**Work required:** Report every line of the entries that contains the word "rates".

[[ The data, beginning ]]

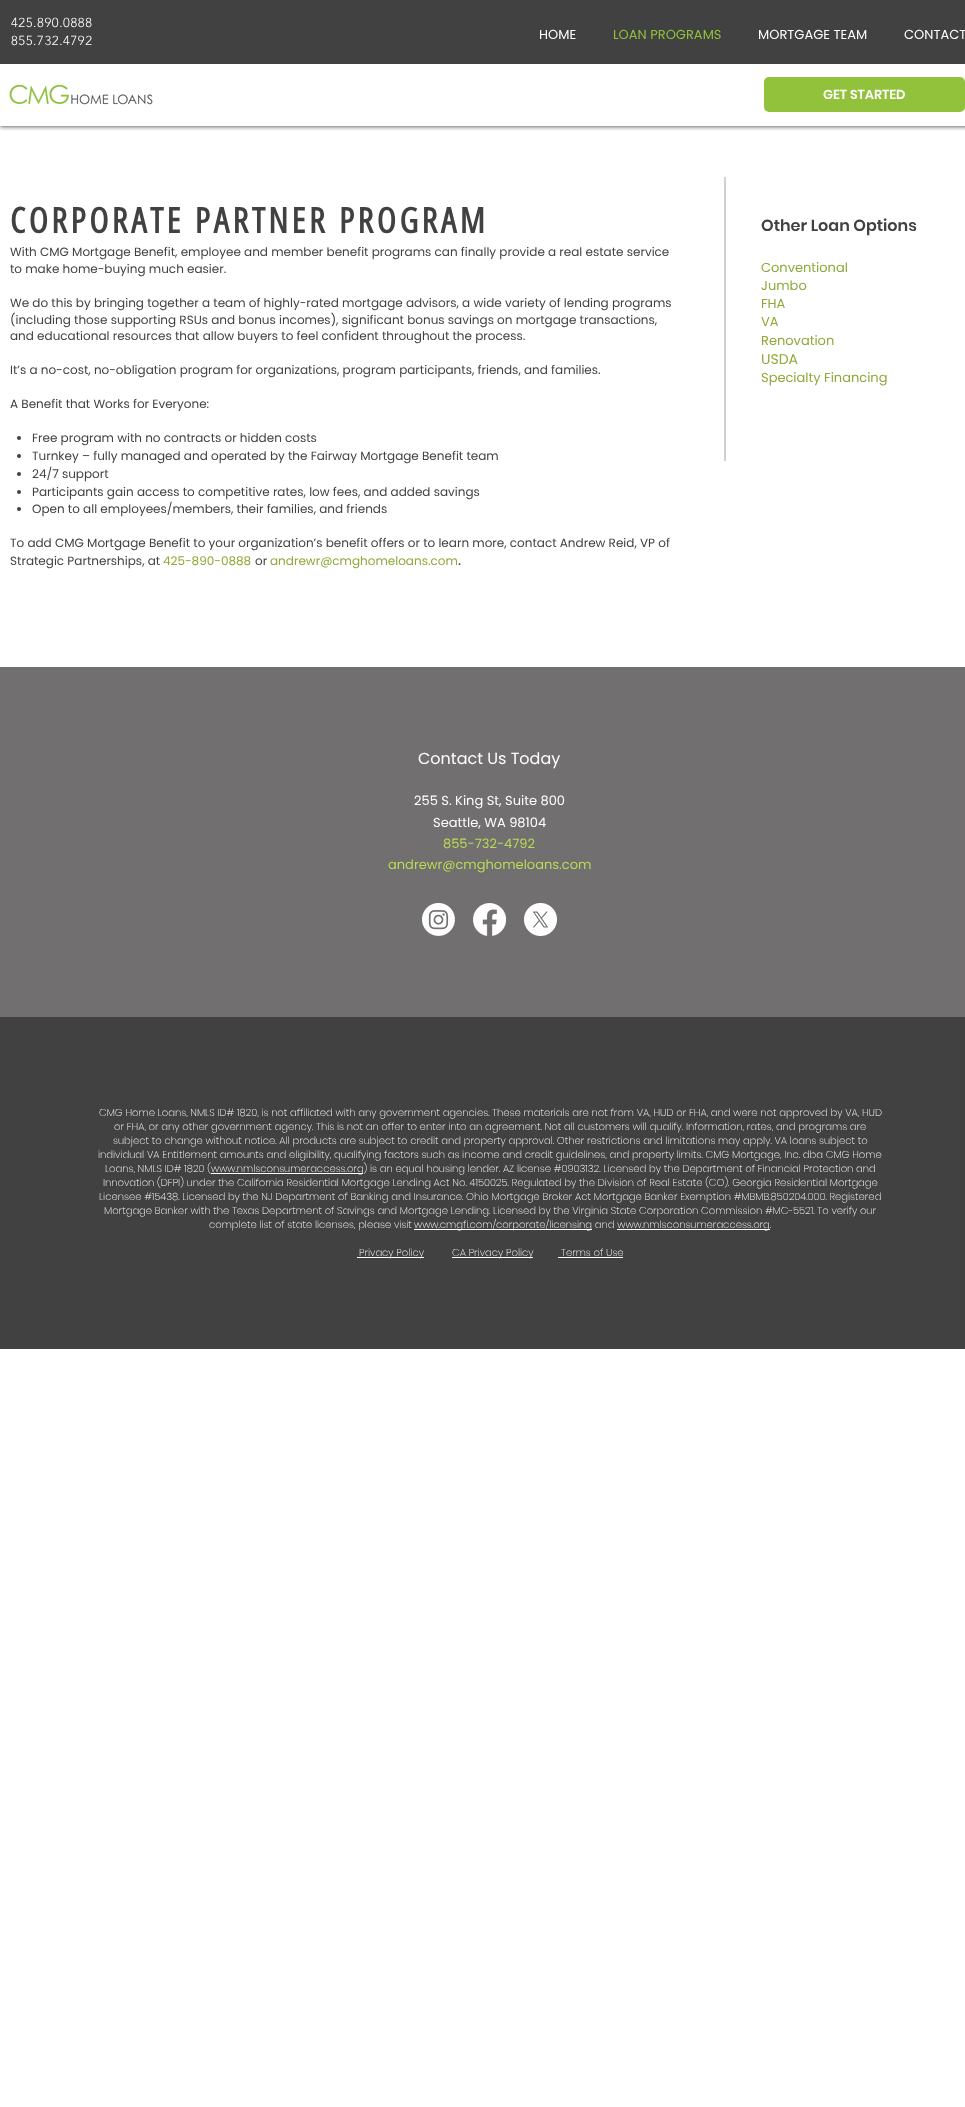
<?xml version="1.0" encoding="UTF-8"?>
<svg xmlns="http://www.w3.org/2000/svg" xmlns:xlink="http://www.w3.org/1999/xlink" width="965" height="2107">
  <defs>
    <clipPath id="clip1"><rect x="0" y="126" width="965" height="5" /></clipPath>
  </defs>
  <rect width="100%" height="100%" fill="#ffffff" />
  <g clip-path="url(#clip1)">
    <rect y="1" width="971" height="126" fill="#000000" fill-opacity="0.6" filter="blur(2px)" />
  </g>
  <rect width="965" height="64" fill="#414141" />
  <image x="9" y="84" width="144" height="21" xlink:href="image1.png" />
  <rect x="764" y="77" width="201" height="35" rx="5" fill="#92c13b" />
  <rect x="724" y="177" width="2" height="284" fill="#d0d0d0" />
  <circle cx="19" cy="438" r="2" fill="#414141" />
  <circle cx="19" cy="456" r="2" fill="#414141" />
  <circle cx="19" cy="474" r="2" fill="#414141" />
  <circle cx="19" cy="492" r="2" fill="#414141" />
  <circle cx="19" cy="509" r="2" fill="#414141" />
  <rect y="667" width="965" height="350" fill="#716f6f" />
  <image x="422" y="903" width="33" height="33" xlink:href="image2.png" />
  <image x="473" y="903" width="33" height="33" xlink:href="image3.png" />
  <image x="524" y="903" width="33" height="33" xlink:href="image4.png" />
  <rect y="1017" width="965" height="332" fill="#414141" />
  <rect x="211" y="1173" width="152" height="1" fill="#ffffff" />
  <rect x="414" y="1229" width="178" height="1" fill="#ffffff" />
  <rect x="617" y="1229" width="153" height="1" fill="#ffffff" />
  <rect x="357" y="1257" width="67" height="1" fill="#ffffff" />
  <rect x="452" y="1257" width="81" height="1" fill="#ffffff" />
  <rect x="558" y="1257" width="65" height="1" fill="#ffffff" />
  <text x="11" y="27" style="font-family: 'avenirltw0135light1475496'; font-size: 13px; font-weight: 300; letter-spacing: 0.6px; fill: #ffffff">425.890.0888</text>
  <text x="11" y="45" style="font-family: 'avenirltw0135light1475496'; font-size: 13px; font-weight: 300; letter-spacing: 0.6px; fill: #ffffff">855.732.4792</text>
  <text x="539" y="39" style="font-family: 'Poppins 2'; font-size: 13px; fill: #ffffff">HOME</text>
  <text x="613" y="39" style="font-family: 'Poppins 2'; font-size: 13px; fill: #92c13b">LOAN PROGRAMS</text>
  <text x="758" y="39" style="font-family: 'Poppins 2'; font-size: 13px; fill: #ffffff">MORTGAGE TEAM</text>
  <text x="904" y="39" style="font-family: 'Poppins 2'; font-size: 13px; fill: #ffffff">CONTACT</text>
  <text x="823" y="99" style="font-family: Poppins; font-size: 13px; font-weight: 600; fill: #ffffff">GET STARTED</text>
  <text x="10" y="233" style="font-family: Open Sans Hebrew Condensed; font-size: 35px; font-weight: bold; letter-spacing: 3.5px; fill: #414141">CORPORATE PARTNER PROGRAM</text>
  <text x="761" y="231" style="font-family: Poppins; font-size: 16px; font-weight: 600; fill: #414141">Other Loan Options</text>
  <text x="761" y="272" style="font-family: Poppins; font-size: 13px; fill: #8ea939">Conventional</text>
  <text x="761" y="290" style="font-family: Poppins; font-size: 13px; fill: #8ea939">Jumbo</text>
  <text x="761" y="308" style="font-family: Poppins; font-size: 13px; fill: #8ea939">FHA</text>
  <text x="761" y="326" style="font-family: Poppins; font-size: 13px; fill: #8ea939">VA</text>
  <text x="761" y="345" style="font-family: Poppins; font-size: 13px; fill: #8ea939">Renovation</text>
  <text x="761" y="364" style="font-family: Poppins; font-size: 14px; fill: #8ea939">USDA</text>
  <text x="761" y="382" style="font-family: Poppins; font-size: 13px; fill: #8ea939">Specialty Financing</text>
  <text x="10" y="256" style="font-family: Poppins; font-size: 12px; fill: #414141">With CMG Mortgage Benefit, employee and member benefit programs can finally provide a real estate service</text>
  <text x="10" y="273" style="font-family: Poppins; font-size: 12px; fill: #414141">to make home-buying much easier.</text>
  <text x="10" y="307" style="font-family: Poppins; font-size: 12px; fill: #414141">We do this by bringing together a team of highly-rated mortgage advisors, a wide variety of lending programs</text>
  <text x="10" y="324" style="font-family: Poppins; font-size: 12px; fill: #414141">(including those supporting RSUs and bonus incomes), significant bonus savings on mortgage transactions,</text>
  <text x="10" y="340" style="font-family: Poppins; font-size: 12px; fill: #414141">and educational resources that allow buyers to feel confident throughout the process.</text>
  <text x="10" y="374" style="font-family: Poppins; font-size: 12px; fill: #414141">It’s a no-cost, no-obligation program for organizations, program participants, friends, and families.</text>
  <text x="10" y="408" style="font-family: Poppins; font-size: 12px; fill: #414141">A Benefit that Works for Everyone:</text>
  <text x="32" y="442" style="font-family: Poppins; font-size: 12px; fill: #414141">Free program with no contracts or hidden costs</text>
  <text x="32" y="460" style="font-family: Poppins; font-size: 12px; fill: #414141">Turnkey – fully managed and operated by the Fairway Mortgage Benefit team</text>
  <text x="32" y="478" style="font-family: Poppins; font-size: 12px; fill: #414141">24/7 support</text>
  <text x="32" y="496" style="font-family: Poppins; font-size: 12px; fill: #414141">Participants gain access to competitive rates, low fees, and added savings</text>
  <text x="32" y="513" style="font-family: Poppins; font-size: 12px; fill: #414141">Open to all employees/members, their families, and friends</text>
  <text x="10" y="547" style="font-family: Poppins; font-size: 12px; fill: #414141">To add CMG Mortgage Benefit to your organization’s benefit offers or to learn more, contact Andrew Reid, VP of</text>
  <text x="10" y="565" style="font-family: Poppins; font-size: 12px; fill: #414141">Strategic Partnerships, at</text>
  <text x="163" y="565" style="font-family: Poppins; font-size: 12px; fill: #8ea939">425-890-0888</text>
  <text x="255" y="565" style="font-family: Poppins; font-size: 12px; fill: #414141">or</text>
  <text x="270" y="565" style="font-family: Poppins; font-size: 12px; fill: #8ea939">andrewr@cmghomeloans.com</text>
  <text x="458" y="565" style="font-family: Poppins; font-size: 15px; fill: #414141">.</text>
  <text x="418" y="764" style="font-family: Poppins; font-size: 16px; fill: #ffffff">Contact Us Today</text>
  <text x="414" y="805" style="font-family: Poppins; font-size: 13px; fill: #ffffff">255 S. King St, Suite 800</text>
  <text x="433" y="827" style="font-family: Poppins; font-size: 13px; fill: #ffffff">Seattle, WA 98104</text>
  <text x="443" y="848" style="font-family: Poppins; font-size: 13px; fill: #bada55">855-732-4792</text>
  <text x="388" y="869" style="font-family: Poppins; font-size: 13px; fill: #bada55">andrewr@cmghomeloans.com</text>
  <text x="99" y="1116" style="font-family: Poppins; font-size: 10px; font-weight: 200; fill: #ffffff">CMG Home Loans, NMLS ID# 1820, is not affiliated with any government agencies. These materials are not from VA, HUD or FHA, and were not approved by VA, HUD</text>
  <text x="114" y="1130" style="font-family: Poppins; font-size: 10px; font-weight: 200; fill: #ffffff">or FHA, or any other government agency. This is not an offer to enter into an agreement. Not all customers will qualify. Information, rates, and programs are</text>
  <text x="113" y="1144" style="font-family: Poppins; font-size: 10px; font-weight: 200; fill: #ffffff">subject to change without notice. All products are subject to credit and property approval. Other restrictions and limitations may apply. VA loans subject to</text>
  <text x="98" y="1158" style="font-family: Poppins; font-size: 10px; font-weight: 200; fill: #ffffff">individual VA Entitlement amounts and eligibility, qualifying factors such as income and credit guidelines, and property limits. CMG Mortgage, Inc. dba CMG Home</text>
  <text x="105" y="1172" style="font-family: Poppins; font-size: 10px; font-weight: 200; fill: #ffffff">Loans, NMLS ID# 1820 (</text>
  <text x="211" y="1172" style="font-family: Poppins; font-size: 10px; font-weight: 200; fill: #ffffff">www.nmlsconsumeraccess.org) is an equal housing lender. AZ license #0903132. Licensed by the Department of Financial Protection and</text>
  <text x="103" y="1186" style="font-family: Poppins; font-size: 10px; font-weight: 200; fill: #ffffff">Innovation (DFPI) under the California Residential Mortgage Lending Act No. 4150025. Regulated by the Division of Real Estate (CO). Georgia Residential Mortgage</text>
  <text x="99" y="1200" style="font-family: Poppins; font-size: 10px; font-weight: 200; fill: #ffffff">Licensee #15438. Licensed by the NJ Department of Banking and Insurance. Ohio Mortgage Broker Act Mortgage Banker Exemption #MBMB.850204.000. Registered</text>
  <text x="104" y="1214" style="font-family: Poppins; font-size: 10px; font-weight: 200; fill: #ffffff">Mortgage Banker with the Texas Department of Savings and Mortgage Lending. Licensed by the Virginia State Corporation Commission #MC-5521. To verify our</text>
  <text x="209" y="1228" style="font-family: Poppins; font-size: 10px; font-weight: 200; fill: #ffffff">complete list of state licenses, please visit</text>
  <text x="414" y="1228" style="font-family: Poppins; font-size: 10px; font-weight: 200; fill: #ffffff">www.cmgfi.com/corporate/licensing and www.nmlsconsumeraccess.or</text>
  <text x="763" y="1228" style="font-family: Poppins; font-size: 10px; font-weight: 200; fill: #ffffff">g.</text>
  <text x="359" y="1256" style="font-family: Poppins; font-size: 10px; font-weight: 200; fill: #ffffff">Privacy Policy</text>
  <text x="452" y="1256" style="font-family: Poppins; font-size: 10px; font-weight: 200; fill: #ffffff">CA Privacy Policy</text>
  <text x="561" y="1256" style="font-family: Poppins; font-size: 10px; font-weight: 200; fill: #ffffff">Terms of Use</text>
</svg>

[[ The data, end ]]

**Reply to the task:**
  <text x="32" y="496" style="font-family: Poppins; font-size: 12px; fill: #414141">Participants gain access to competitive rates, low fees, and added savings</text>
  <text x="114" y="1130" style="font-family: Poppins; font-size: 10px; font-weight: 200; fill: #ffffff">or FHA, or any other government agency. This is not an offer to enter into an agreement. Not all customers will qualify. Information, rates, and programs are</text>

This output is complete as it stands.